El caso del niño influencer español pone sobre la mesa un hecho: ¿quién controla el trabajo de estos menores? Los niños prodigio ya no salen del cine y ahora copan las redes. Para muestra, los datos de Forbes: el octavo youtuber que más cobra del mundo tiene 6 años. Su canal es Ryan ToysReview y se embolsa 11 millones de dólares anuales por probar juguetes y hacer reseñas a sus 10 millones de suscriptores.

No es una parodia, es real. En EEUU se edita esta revista para emprendedoras menores de 15 años.
No es una parodia, es real. En EEUU se edita esta revista para emprendedoras menores de 15 años.Teen Boss

¿Es una excepción el caso del niño que cobraba más que su padre sin que éste lo supiera o una realidad en el marketing viral?

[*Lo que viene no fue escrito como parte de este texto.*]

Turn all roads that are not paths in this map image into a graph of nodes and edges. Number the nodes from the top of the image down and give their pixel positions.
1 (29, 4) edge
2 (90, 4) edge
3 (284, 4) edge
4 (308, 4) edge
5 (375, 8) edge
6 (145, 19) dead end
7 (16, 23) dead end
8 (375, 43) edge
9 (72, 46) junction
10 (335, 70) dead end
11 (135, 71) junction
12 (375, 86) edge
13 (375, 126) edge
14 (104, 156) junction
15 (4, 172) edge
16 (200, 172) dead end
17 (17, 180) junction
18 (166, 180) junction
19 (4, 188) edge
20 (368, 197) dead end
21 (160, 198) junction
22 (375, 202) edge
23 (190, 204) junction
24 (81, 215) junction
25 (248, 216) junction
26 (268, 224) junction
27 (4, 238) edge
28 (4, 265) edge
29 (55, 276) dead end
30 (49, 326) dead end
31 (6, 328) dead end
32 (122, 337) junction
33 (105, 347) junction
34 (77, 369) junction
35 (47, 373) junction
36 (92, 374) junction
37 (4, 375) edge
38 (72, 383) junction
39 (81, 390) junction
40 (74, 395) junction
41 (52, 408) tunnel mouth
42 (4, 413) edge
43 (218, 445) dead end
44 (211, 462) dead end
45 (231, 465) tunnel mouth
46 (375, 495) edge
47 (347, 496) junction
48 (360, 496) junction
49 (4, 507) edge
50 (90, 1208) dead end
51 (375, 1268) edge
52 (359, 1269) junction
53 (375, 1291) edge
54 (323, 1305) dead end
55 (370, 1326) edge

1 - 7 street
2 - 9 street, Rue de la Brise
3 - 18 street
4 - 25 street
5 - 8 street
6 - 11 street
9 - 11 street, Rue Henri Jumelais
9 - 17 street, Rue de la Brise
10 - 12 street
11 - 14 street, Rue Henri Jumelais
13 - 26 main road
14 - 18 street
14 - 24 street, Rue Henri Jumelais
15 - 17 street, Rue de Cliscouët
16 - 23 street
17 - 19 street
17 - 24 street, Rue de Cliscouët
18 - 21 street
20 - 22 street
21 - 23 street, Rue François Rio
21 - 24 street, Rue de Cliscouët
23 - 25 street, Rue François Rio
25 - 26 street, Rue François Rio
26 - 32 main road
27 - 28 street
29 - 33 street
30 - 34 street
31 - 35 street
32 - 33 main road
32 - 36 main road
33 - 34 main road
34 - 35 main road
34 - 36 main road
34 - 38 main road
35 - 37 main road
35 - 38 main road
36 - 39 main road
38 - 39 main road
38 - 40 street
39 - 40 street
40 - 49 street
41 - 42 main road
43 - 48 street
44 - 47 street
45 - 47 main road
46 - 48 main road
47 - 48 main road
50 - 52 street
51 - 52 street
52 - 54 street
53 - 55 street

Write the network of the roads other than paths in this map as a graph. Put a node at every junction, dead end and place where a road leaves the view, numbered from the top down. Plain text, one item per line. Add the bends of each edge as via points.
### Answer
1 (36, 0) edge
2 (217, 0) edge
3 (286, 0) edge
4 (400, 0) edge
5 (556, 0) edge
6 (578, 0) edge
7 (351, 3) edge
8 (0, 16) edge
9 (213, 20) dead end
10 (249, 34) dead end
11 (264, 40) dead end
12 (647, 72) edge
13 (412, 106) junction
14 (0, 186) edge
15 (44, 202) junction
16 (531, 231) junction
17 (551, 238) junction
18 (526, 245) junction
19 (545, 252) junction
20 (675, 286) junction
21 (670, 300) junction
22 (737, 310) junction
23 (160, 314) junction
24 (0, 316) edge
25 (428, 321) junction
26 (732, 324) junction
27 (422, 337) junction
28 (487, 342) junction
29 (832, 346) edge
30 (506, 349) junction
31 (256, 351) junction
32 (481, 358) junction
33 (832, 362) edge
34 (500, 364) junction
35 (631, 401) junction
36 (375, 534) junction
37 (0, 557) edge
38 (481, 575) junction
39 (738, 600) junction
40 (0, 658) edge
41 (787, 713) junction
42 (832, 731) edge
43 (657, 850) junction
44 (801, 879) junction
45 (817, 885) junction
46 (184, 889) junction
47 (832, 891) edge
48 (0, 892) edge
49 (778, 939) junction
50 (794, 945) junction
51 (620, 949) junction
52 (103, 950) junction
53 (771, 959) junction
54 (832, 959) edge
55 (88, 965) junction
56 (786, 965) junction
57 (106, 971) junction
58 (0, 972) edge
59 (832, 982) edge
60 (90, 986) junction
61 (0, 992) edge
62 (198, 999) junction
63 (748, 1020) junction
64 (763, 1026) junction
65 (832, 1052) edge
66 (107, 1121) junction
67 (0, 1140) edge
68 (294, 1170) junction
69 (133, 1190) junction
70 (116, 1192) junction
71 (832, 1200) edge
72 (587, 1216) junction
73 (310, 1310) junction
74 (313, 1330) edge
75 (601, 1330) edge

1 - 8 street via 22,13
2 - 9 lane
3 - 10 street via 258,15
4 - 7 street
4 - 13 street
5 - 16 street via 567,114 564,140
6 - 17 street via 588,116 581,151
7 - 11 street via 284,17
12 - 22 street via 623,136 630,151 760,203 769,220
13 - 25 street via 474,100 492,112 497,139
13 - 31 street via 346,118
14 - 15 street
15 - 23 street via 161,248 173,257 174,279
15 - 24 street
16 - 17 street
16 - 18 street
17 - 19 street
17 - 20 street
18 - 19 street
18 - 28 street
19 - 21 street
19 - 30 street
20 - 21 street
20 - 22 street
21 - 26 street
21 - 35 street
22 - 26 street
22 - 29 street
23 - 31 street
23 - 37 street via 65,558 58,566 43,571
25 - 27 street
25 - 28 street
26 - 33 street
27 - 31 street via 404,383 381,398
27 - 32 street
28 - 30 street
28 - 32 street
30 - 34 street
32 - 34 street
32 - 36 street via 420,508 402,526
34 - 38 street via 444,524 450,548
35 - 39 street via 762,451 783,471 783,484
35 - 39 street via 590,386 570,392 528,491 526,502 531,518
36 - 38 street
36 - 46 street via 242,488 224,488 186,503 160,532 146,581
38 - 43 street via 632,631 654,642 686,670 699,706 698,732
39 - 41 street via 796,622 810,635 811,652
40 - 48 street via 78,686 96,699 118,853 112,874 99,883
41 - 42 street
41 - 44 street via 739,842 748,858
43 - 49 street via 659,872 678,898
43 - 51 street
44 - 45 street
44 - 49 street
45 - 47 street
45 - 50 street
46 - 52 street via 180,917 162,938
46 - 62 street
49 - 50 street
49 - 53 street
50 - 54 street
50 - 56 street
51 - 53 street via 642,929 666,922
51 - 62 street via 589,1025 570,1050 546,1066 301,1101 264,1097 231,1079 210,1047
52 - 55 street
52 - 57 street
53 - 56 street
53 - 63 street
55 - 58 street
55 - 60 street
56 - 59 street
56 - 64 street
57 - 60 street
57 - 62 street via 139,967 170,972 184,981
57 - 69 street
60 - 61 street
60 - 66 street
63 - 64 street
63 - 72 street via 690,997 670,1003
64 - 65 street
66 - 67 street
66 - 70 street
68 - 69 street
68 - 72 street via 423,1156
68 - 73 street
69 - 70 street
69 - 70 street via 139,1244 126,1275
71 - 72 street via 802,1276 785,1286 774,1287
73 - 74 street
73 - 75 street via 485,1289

Fuentes de agencias de comunicación consultadas por esta revista que trabajan con influencers explican que el caso expuesto por Alejandro Rivas es una excepción bastante extraordinaria, aunque que sí existen vacíos legales con influencers menores que cobran y gestionan su negocio sin agencias de representación o intermediarios. Más habitual es encontrarse, en el nicho de la moda y belleza, con una chica menor, con unos 120.000 seguidores en Instagram, que decida mencionar una marca en uno de sus posts. Por hacerlo se llevará entre unos 700 y 1.000 euros y para no tener que facturar a su nombre porque no puede, pedirá a la agencia o la marca que la factura se emita a la empresa paterna. Según cuentan las citadas fuentes, prácticamente en todos los casos los padres tienen pleno conocimiento de los negocios de sus hijos, aunque ellos no gestionen el trabajo directamente y lo deleguen en el menor.

La proliferación de estos casos no debería sorprendernos. «¡Cómo conseguir dinero online ahora mismo!» o «Brooklyn & Bailey explican cómo puedes ganar millones en YouTube… solo siendo tú misma» son algunos de los titulares de la revista estadounidense Teen Boss (Teen Bo$$ en su diseño gráfico). Una publicación cuatrimestral dirigida a niñas adolescentes en las que, tal y como defendía Jia Tolentino en su análisis en The New Yorker, «el dinero es lo que el sexo es en Cosmopolitan: un gancho irremplazable y de atención». Una revista para emprendedoras menores de 15 años podría hacer sonar muchas alarmas en España, pero aquí también sufrimos una suerte de cultura hagiográfica de chavales millonarios con una idea. El ansia por encontrar a ‘baby emprendedores’ (menores de 23 años) en la burbuja mediática que celebra y premia el triunfo capitalista no importan derrapes como el de Pau García Milà, el jovencísimo gurú mediático que todos se rifaban (incluido Buenafuente) y que después llevó a sus empresas a la quiebra. Una consecuencia de esa narrativa ‘mágica’ que exponen revistas como Teen Boss en la que la riqueza y el capital implica felicidad y la realización personal de niñas a las que probablemente no les haya bajado ni la regla. Lo certifica en Teen Boss una niña de 12 años con reality y una línea propia de leotardos: «No es como un trabajo de nueve de la mañana a cinco de la tarde. ¡Trabajamos 24/7!». Que no decaiga el entusiasmo (y las exclamaciones) pese al atisbo de esclavitud laboral.